Arthur agora também influencia, principalmente os colegas que possuem curiosidade sobre essas religiões. Foi depois que ele se iniciou na umbanda, inclusive, que seu amigo, Kayo Tabosa, 19, resolveu ir visitar o mesmo terreiro.

"Na época eu vim por curiosidade. Ele (Arthur) me falava de tudo que acontecia aqui e eu ficava incrédulo", lembra o jovem. A visita foi o bastante para redescobrir a fé que achava ter perdido.

"Eu tava praticamente sem rumo, eu tava só vivendo, não tinha fé em nada, tomava remédios (...) Não acreditava em Deus", desabafa, ganhando brilho nos olhos que um dia já foram tomados por tristeza.

 

 

Como denunciar casos de intolerância

Toda pessoa que sentir a sua crença ser discriminada publicamente, individualmente, nas redes sociais ou que seja impedido de praticar sua fé podem registrar ocorrências presencialmente na sede da Delegacia de Repressão aos Crimes por Discriminação Racial, Religiosa ou Orientação Sexual (Decrim), que funciona de segunda a sexta-feira, das 8 às 17 horas, na rua Valdetário Mota, 970, Papicu, Fortaleza.
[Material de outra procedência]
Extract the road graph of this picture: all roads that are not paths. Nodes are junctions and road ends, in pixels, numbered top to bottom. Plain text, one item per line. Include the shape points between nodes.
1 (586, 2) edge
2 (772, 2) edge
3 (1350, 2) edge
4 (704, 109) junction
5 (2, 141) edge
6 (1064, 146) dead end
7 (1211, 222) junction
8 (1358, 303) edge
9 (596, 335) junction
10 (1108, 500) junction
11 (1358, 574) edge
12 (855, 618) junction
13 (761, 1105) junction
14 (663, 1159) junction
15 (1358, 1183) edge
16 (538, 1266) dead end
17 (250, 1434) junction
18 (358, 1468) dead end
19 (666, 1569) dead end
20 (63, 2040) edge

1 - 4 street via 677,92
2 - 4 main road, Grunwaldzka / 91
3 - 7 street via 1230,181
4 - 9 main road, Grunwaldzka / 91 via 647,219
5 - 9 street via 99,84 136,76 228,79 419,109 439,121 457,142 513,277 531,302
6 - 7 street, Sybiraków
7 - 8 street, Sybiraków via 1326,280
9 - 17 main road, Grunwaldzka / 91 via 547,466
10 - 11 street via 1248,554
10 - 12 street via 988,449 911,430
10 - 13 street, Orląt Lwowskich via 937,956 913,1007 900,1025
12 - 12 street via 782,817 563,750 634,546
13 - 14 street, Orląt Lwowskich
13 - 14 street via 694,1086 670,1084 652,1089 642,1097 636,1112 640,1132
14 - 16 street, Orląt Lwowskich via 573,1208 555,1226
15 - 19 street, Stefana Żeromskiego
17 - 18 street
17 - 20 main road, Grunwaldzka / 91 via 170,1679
Registro pode ser feito também em qualquer outra delegacia da Polícia Civil, ou por meio da Delegacia Eletrônica (Deletron), no site www.delegaciaeletronica.ce.gov.br.

Informações podem ser repassadas ainda para o Disque 100, serviço de proteção dos direitos humanos do Governo Federal. O sigilo é garantido.